Records from a collection
BEGIN
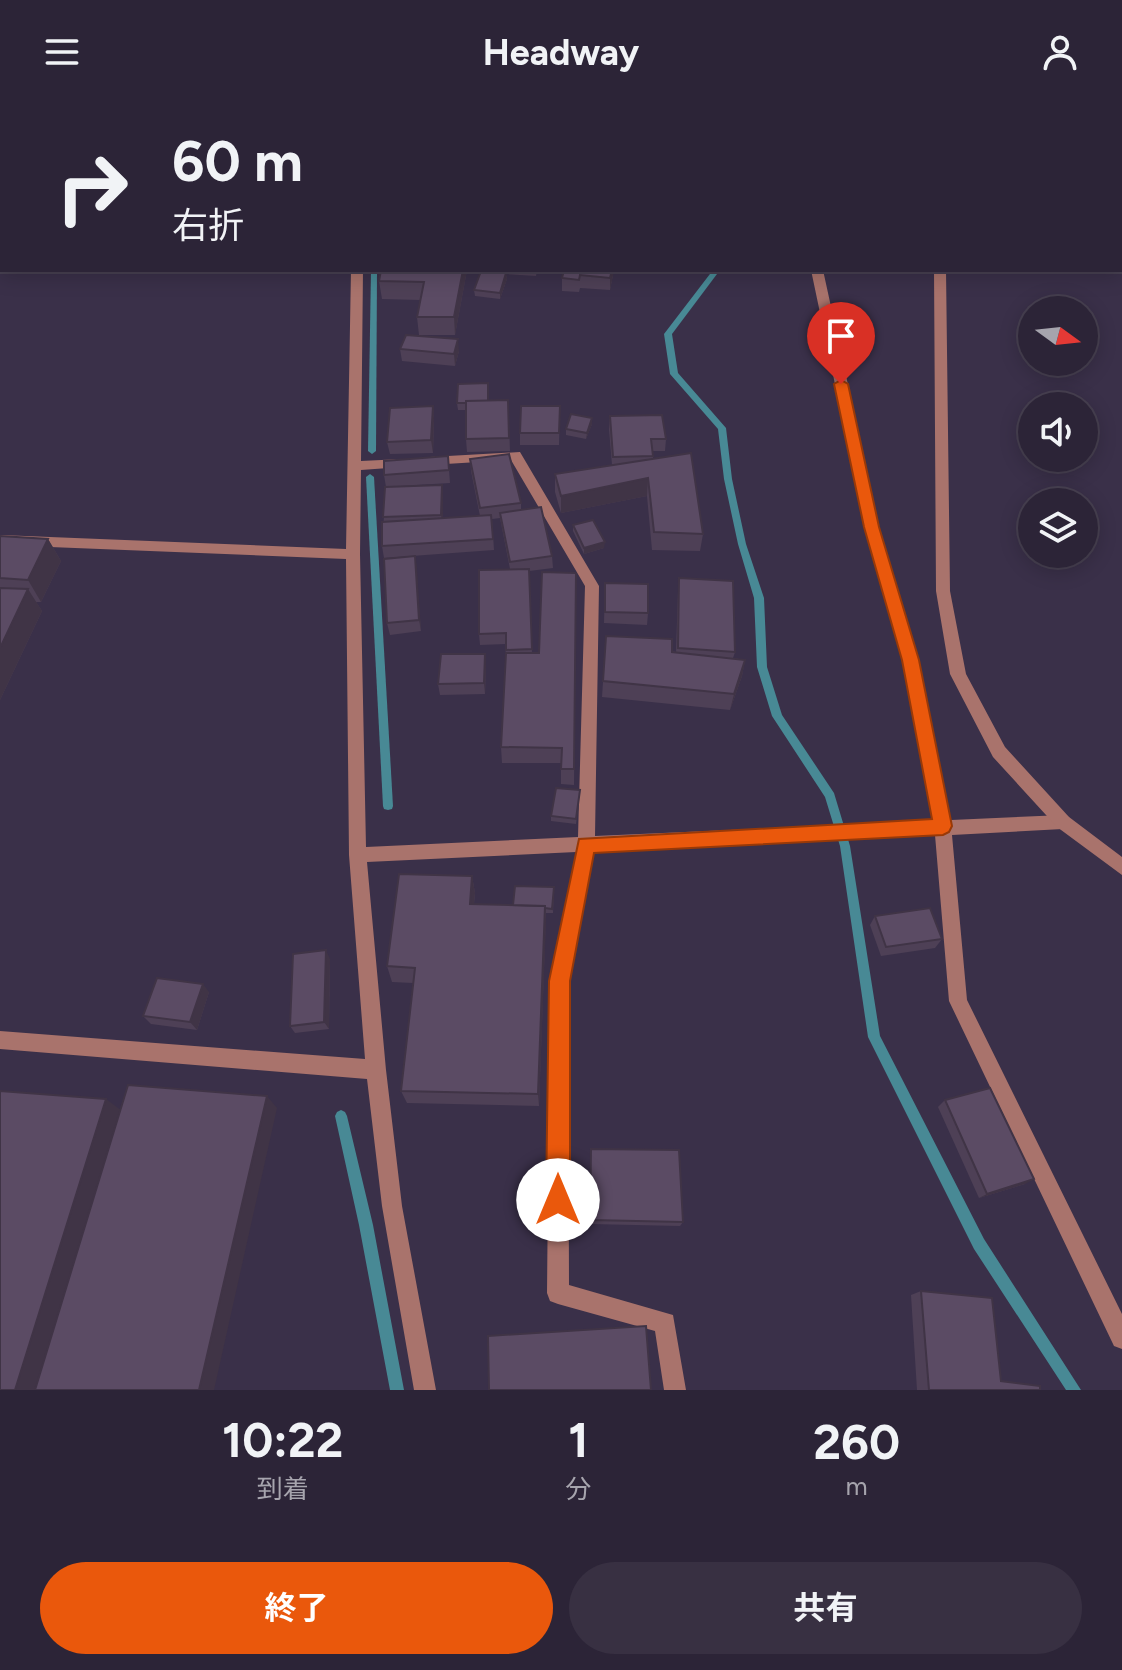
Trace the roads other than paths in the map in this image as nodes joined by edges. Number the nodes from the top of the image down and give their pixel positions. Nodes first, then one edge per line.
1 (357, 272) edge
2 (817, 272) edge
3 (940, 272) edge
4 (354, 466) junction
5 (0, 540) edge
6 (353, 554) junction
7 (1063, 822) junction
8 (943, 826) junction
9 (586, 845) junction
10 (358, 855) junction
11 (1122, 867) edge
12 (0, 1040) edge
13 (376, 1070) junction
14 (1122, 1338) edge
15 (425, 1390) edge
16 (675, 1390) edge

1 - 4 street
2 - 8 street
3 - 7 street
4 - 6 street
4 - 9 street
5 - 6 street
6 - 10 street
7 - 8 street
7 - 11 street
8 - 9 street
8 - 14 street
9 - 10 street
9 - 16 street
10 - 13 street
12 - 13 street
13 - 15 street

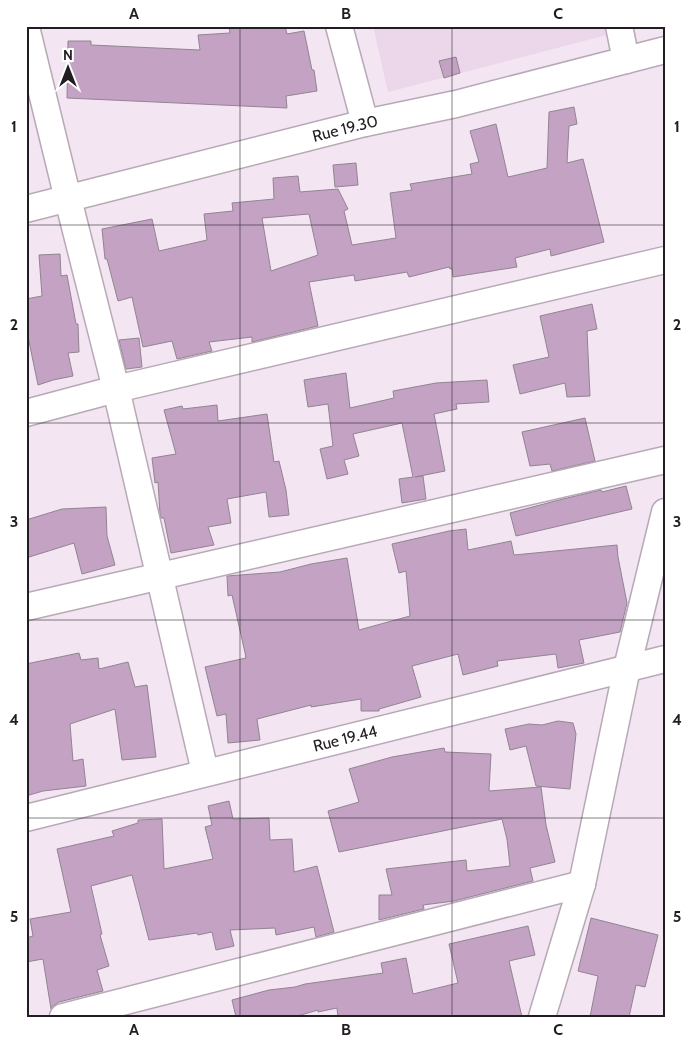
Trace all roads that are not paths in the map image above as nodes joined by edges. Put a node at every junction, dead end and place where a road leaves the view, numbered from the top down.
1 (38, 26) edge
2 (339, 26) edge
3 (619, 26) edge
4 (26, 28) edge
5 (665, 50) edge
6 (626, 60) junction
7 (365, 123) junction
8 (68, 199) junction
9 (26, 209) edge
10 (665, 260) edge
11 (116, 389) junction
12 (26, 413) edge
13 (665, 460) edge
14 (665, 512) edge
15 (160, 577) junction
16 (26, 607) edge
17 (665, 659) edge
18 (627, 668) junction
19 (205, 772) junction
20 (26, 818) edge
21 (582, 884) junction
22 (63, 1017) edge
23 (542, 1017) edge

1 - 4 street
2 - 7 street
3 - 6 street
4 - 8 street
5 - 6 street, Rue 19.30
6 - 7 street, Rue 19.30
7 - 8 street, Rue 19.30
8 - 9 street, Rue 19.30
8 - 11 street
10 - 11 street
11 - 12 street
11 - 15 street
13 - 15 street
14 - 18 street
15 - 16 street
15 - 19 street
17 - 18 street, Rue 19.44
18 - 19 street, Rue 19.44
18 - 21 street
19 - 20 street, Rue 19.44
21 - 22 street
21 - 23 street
END
(TASK PROMPT):
Give every line of the data above again as it stands; the pictures stay out.

(TASK RESULT):
Trace the roads other than paths in the map in this image as nodes joined by edges. Number the nodes from the top of the image down and give their pixel positions. Nodes first, then one edge per line.
1 (357, 272) edge
2 (817, 272) edge
3 (940, 272) edge
4 (354, 466) junction
5 (0, 540) edge
6 (353, 554) junction
7 (1063, 822) junction
8 (943, 826) junction
9 (586, 845) junction
10 (358, 855) junction
11 (1122, 867) edge
12 (0, 1040) edge
13 (376, 1070) junction
14 (1122, 1338) edge
15 (425, 1390) edge
16 (675, 1390) edge

1 - 4 street
2 - 8 street
3 - 7 street
4 - 6 street
4 - 9 street
5 - 6 street
6 - 10 street
7 - 8 street
7 - 11 street
8 - 9 street
8 - 14 street
9 - 10 street
9 - 16 street
10 - 13 street
12 - 13 street
13 - 15 street

Trace all roads that are not paths in the map image above as nodes joined by edges. Put a node at every junction, dead end and place where a road leaves the view, numbered from the top down.
1 (38, 26) edge
2 (339, 26) edge
3 (619, 26) edge
4 (26, 28) edge
5 (665, 50) edge
6 (626, 60) junction
7 (365, 123) junction
8 (68, 199) junction
9 (26, 209) edge
10 (665, 260) edge
11 (116, 389) junction
12 (26, 413) edge
13 (665, 460) edge
14 (665, 512) edge
15 (160, 577) junction
16 (26, 607) edge
17 (665, 659) edge
18 (627, 668) junction
19 (205, 772) junction
20 (26, 818) edge
21 (582, 884) junction
22 (63, 1017) edge
23 (542, 1017) edge

1 - 4 street
2 - 7 street
3 - 6 street
4 - 8 street
5 - 6 street, Rue 19.30
6 - 7 street, Rue 19.30
7 - 8 street, Rue 19.30
8 - 9 street, Rue 19.30
8 - 11 street
10 - 11 street
11 - 12 street
11 - 15 street
13 - 15 street
14 - 18 street
15 - 16 street
15 - 19 street
17 - 18 street, Rue 19.44
18 - 19 street, Rue 19.44
18 - 21 street
19 - 20 street, Rue 19.44
21 - 22 street
21 - 23 street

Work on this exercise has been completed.